VINCENT REINHART: No. I think the Fed has a difficult job. The policy choice itself is difficult. The explanation alone is even more difficult.

Remember a few things. Number 1 is, yes, dropping a few basis points 50 and even more increases in the next six 2022 sessions will greatly increase the nominal interest rate on federal funds. It will still be negative in real terms. Inflation is running fast enough that the real policy rate will be negative for 2023.

This does not really sound like a big tightening on monetary policy. As you say, as President Powell says, monetary policy is lagging behind. It will take some time for some interest sensitive areas to slow down. This suggests that the Fed should be involved in the long game.

But in the meantime, we have things hitting the economy fast enough. The coronavirus does not leave, as you mentioned earlier. Oil prices are rising sharply.

It’s not just where they are now when it comes to oil prices, it’s where they were. The rise in oil prices to $ 100 a barrel is significantly higher than households have known in the past three years. This is a real tip. And that’s a distraction from their spending plans.

So the Fed is doing something slow in terms of its impact on the economy. But in the meantime, there are other, faster-moving forces.

I mean, some street economists started predicting a recession in the US later next year. But given what you just mentioned, high oil prices, high gas prices, high food inflation, can be printed tomorrow with a CPI of over 8% in the title – why not have a recession this year at some point?

VINCENT REINHART: So the economy is a slow moving boat. And we have a significant boost in spending. Just look at what GDP growth was in the fourth quarter and what it was ready to be in the first quarter.

Possible? I would say it is probably closer to a currency drop that the economy will move into recession by the end of the year. How come? Mention a few – the yield curve is reversed by many meters, oil prices are significantly higher, the Fed 7 tightened in the last eight eight times the Federal Reserve entered a tightening period, followed by a recession. And we are approaching full employment.

Trees do not grow in the sky. Something prevents an economy from exceeding its capacity to produce. One of the things historically is the recession.

So I think if you look at the next year and a half or so, you should think that the recession is easily a coin toss. Could it have happened a little earlier? Sure.

And by the way, history always reads differently from what he lived. Will historians talk in a few years about the warning signs of the mid-summer recession that were lost in 2022? Possible.
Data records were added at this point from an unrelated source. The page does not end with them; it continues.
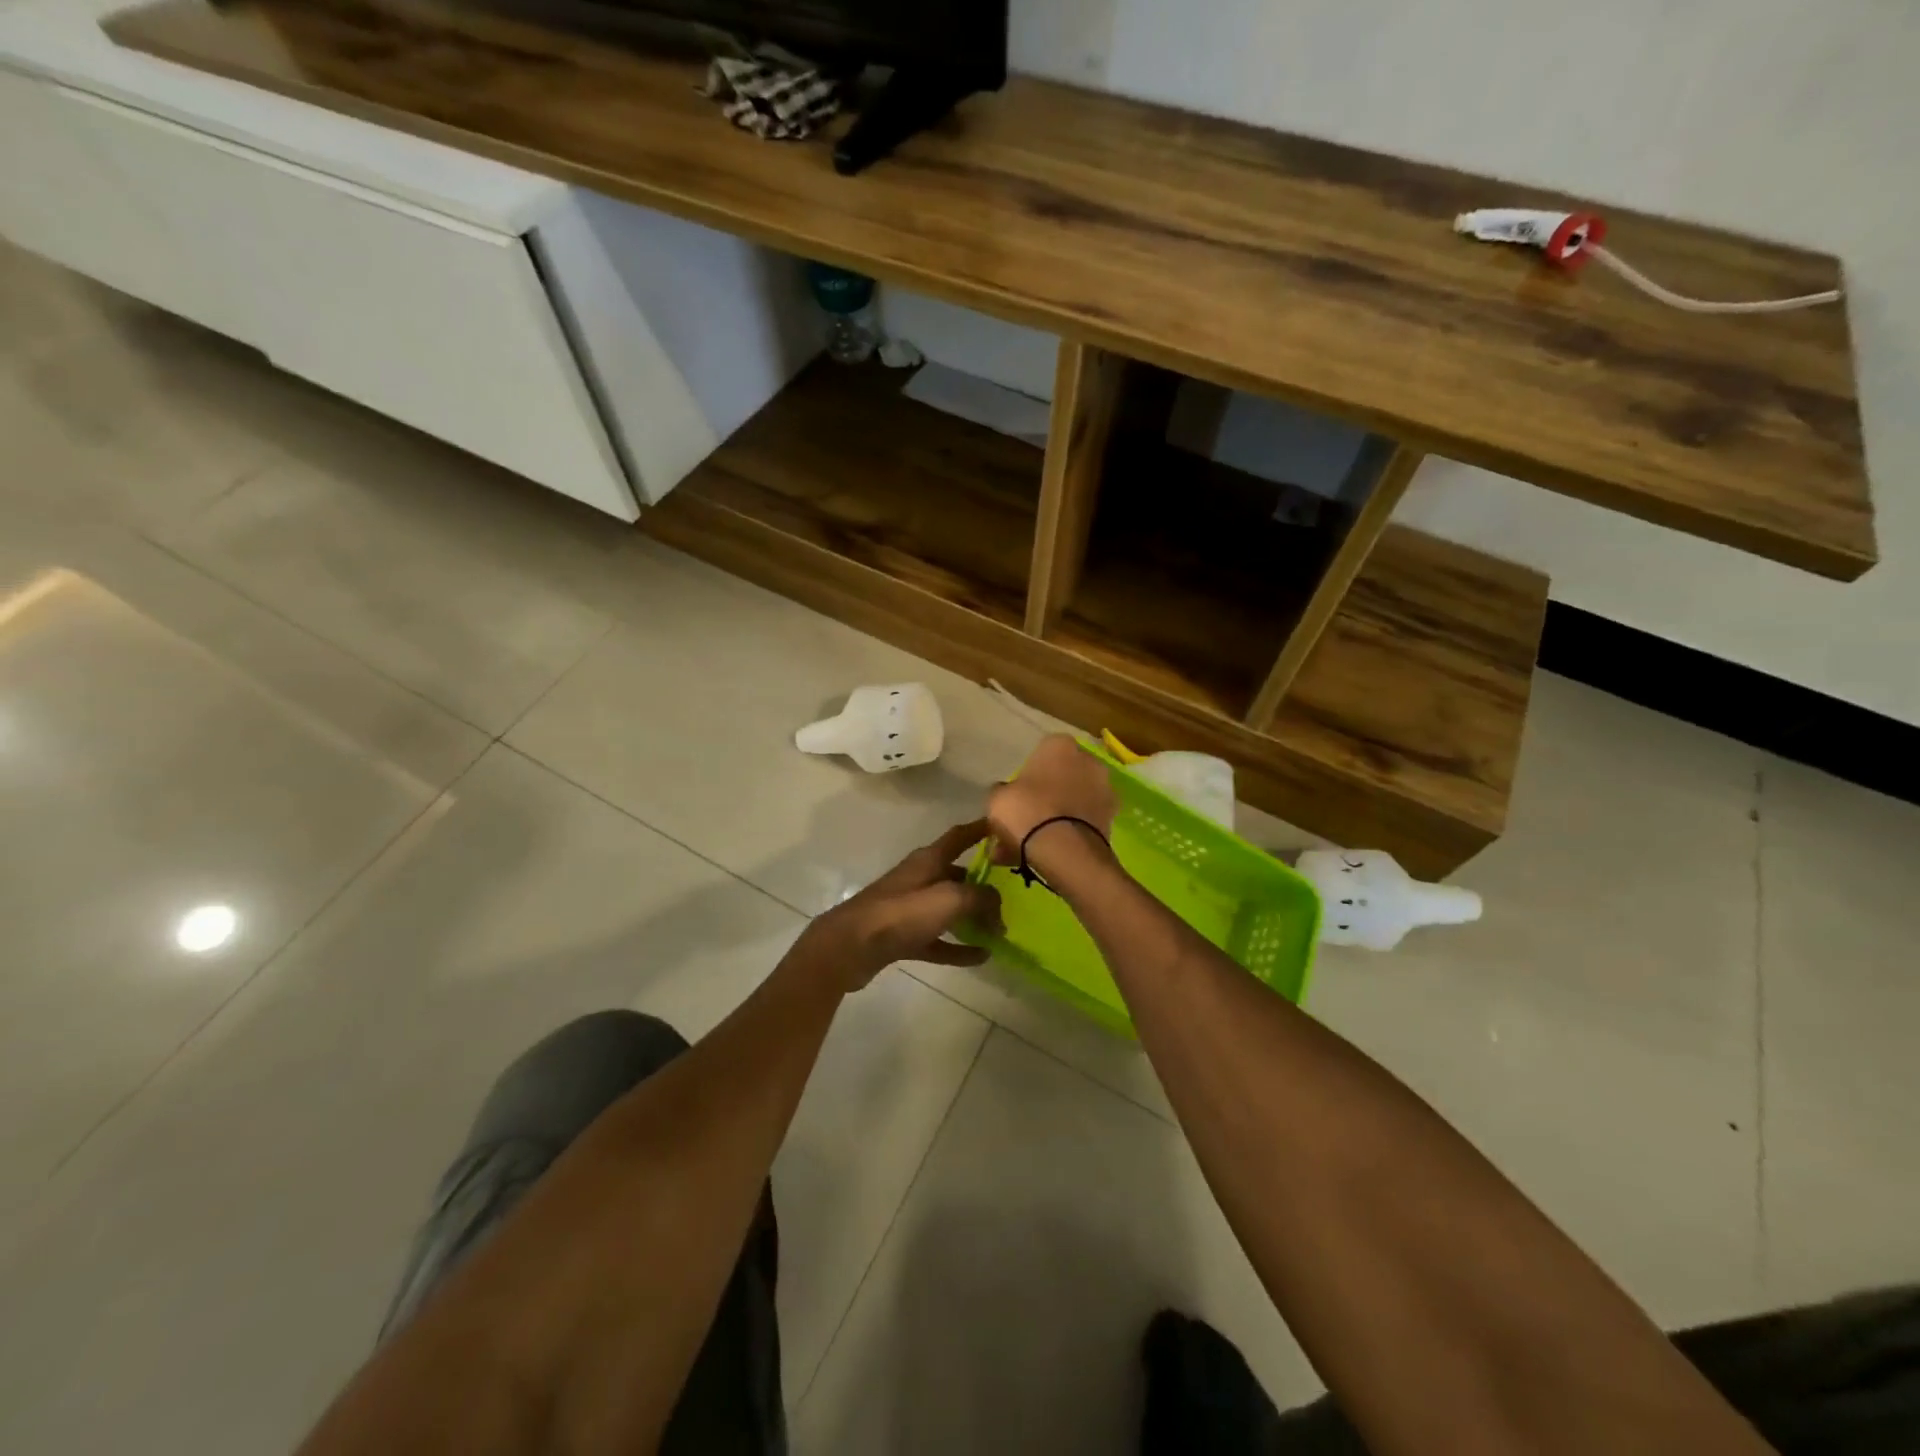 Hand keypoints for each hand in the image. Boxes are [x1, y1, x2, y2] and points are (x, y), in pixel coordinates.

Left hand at [793, 821, 1002, 993]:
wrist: (850, 946)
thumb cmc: (901, 913)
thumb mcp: (949, 899)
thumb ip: (980, 898)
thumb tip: (998, 908)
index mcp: (928, 860)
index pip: (960, 836)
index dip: (981, 829)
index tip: (1004, 826)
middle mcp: (920, 878)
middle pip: (958, 876)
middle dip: (984, 884)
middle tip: (1013, 897)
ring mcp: (910, 909)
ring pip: (949, 909)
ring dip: (973, 918)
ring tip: (1000, 931)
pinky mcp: (903, 936)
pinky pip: (939, 939)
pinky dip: (958, 947)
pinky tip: (981, 957)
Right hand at [987, 735, 1117, 868]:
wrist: (1065, 850)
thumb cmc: (1027, 811)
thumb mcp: (998, 798)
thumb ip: (1003, 792)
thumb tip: (1007, 795)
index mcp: (1060, 745)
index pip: (1042, 753)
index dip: (1029, 775)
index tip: (1018, 795)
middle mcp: (1088, 761)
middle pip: (1061, 778)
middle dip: (1045, 797)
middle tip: (1025, 821)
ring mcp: (1104, 790)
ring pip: (1072, 803)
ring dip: (1056, 819)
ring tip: (1030, 847)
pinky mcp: (1112, 819)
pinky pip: (1081, 823)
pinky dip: (1067, 835)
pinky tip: (1046, 856) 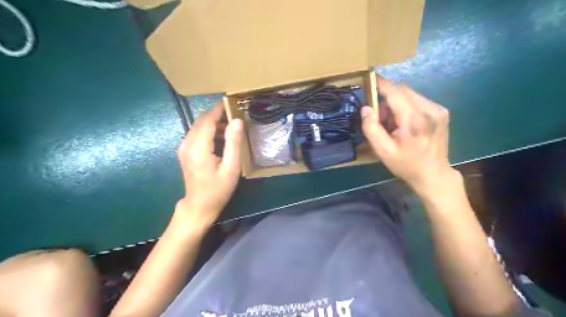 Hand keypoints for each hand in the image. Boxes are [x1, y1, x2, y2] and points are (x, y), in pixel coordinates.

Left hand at [174, 104, 241, 230]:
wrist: (199, 206)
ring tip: (231, 127)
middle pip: (201, 120)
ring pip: (198, 126)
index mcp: (198, 148)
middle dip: (217, 114)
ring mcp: (183, 148)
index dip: (219, 109)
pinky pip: (196, 134)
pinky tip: (221, 138)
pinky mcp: (185, 151)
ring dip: (213, 123)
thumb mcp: (231, 168)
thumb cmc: (218, 189)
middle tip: (235, 114)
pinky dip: (209, 131)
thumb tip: (237, 121)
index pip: (207, 120)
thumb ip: (233, 143)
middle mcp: (187, 144)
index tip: (232, 103)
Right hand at [362, 78, 458, 194]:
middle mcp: (429, 109)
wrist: (433, 174)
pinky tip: (405, 123)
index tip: (370, 79)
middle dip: (388, 97)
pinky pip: (419, 100)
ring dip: (397, 102)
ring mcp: (438, 110)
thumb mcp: (383, 151)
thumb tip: (366, 108)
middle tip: (380, 116)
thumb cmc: (405, 164)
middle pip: (403, 90)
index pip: (395, 92)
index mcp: (413, 120)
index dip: (381, 84)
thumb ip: (371, 128)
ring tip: (393, 123)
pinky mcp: (442, 112)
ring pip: (410, 94)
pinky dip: (407, 106)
How much stock do you think consumers currently have with their savings and narrow labor market before prices rise to be part of the Fed’s job to do so and reduce demand simply because consumers will no longer pay for them? prices?

VINCENT REINHART: Yes. So you’re really identifying a channel that makes some people a little more confident, especially about the short-term course of consumer spending, which is more than 2/3 of the total total spending. And this is that the government made significant discreet payments to households last year and 3/4 related to coronavirus relief.

By some measures, households have nearly $ 2 trillion in surplus savings. They can start working to save money. And it is.

And this will be an important stock. This stock is important because the government is really putting the brakes on. The federal government’s contribution to spending increases is actually heavy.

So that there is what is left over in the form of excessive savings. But it will eat from higher inflation. And also remember that inflation, especially energy price inflation, is very unfair. It is a retroactive tax. Lower-income households without these reserves spend disproportionately more than their income on energy and food.

This will take a bigger bite out of those households that are more likely to make ends meet.

Some great ideas there. Vincent Reinhart, Dreyfus and Mellon chief economist and macro-general and also former director of the monetary affairs department of the Federal Reserve Board. Thank you very much this morning.